[Dataset entries]
>>>>>
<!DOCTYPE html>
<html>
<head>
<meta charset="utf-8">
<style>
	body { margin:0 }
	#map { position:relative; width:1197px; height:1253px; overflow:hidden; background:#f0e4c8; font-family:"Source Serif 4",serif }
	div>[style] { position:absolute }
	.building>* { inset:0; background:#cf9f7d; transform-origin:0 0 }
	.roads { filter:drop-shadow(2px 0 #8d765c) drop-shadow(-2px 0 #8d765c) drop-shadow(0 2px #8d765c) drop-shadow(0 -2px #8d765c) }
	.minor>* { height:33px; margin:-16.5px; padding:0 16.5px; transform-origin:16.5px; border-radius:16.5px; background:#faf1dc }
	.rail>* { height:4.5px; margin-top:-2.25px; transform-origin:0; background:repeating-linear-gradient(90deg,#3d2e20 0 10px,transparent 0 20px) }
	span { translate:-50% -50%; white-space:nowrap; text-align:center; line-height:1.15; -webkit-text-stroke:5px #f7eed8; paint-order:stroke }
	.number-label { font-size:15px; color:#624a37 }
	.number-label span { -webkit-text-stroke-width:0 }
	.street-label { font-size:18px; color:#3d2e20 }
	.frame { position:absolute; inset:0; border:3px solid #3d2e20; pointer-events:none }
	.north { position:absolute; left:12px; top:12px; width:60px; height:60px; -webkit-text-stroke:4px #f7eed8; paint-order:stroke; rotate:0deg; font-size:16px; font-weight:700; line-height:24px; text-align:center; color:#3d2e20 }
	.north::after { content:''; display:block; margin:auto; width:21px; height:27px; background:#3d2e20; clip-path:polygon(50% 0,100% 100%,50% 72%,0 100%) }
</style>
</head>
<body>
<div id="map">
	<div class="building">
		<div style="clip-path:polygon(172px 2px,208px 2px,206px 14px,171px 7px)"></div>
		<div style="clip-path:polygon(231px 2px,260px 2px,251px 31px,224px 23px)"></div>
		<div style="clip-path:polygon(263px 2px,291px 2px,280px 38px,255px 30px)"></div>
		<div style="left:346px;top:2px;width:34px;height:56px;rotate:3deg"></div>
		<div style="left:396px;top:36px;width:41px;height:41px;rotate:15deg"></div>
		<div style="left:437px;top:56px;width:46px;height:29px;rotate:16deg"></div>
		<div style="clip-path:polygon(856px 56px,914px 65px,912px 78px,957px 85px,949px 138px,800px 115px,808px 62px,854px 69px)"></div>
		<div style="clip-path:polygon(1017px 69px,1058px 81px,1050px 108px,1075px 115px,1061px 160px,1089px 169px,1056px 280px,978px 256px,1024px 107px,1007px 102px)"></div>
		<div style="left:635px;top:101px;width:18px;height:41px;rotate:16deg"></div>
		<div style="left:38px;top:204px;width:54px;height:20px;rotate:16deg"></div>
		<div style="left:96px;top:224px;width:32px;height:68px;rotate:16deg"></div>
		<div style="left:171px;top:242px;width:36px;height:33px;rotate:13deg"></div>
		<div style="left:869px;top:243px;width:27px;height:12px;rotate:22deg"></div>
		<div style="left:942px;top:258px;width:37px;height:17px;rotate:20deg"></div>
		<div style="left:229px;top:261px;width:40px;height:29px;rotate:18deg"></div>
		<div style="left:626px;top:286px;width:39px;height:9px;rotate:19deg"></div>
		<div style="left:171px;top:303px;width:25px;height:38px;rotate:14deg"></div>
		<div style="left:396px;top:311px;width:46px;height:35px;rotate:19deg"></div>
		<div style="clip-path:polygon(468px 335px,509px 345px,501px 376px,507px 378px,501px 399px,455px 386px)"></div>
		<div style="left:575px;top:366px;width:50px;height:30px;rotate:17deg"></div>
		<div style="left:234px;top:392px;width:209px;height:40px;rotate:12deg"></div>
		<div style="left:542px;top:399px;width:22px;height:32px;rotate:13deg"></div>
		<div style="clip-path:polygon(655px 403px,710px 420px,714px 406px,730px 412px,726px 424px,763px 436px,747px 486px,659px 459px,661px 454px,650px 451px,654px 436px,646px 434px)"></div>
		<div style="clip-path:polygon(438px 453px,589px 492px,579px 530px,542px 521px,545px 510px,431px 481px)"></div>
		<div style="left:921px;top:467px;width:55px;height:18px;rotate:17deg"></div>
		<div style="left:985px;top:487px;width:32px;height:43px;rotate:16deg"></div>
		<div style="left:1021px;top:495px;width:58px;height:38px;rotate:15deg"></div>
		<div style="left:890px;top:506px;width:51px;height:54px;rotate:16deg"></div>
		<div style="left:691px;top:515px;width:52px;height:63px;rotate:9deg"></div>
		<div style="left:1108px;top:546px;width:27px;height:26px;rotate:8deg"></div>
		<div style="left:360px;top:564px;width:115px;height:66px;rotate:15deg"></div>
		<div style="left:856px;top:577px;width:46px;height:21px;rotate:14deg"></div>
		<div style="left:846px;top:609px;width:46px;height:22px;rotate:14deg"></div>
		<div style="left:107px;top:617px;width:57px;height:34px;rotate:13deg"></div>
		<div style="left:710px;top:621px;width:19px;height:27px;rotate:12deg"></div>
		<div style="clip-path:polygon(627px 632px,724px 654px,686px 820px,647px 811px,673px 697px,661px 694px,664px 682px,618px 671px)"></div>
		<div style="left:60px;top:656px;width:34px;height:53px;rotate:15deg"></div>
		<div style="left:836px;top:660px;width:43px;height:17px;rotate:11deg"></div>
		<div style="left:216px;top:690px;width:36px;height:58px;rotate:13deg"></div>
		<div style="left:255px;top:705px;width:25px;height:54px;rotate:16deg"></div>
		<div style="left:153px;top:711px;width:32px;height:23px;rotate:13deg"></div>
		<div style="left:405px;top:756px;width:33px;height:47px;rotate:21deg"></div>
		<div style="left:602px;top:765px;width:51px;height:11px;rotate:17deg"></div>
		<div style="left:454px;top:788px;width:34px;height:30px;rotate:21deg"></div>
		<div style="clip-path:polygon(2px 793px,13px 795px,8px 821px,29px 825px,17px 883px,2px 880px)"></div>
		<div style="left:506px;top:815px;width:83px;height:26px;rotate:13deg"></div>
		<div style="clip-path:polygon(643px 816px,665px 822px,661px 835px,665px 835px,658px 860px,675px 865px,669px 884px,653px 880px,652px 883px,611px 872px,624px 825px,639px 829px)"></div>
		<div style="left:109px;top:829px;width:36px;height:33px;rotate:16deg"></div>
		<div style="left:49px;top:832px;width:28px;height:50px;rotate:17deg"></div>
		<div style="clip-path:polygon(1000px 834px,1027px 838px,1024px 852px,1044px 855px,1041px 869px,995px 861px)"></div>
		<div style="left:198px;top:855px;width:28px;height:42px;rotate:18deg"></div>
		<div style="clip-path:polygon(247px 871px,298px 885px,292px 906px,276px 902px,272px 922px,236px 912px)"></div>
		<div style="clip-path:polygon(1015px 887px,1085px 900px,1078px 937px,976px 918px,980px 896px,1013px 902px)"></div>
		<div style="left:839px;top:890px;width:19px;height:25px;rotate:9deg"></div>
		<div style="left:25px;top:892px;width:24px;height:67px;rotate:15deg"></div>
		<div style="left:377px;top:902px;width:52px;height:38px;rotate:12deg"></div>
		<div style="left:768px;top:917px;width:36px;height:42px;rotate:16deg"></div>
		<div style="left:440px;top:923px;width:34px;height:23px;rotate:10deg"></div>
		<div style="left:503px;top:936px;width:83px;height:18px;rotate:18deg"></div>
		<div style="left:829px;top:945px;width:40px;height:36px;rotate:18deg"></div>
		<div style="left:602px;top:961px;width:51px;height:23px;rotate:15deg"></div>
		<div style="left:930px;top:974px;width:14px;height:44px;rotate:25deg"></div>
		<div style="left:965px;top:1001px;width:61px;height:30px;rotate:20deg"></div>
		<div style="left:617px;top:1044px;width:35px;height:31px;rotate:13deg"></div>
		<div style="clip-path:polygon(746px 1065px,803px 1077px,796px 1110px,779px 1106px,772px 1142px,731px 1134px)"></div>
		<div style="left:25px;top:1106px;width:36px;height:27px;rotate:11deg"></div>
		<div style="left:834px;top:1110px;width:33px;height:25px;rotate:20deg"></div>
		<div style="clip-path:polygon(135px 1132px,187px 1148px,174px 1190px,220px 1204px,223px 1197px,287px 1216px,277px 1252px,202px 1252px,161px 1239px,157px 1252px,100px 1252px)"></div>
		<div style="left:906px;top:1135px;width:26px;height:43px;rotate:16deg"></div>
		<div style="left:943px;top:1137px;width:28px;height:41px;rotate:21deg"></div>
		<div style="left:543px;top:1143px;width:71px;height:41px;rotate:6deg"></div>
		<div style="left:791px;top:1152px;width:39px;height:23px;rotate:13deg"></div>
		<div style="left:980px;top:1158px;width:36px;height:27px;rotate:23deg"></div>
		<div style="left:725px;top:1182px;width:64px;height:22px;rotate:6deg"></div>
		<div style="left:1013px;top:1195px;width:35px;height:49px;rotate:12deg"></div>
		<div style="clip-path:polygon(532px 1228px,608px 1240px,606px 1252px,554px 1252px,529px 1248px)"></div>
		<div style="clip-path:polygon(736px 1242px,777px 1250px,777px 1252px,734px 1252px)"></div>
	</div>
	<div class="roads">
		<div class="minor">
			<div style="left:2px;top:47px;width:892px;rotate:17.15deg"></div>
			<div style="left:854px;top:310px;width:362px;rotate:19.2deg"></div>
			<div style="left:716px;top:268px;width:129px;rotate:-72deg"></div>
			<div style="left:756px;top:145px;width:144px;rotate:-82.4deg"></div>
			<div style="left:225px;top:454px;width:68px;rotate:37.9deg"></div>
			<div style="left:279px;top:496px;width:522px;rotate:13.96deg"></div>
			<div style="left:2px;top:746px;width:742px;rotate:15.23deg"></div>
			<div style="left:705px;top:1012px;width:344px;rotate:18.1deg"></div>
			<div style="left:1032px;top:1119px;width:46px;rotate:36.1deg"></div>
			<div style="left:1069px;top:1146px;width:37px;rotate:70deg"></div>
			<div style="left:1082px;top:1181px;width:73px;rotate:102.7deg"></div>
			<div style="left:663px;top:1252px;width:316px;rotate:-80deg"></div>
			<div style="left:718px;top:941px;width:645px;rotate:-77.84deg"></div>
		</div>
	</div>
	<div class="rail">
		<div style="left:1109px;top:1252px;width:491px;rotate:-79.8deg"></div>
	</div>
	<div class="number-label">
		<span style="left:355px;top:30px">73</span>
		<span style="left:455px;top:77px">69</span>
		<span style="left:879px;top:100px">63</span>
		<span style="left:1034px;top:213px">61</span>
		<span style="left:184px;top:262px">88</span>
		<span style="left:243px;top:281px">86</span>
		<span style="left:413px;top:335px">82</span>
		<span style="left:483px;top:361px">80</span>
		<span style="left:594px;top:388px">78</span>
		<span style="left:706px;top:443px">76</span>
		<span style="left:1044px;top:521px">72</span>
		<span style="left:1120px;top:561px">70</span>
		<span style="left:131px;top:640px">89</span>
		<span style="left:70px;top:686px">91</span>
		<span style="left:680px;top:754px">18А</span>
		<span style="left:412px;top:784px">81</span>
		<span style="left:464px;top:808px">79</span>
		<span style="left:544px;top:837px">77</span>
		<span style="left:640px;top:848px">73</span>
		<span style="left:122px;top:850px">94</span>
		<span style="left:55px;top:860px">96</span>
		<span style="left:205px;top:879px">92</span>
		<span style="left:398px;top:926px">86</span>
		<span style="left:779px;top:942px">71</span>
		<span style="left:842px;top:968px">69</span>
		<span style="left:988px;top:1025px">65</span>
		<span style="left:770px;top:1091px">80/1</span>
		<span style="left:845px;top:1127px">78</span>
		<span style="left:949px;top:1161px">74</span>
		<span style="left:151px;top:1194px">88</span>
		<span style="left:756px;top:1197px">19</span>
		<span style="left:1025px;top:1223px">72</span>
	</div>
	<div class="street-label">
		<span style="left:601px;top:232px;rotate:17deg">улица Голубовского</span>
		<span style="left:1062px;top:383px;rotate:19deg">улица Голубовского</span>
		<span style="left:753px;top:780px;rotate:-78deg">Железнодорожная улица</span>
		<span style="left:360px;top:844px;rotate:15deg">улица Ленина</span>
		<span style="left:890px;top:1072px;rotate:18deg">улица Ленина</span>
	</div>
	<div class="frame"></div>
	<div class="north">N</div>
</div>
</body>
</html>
<<<<<
- [TASK DETAILS]:
Among the records above, only the lines between the line holding "position:relative; width:1197px; height:1253px;" and the line holding "filter:drop-shadow(2px 0 #8d765c)", inclusive, are to be output, exactly as written.

- [SOLUTION TO THE PROBLEM]:
	#map { position:relative; width:1197px; height:1253px; overflow:hidden; background:#f0e4c8; font-family:"Source Serif 4",serif }
	div>[style] { position:absolute }
	.building>* { inset:0; background:#cf9f7d; transform-origin:0 0 }
	.roads { filter:drop-shadow(2px 0 #8d765c) drop-shadow(-2px 0 #8d765c) drop-shadow(0 2px #8d765c) drop-shadow(0 -2px #8d765c) }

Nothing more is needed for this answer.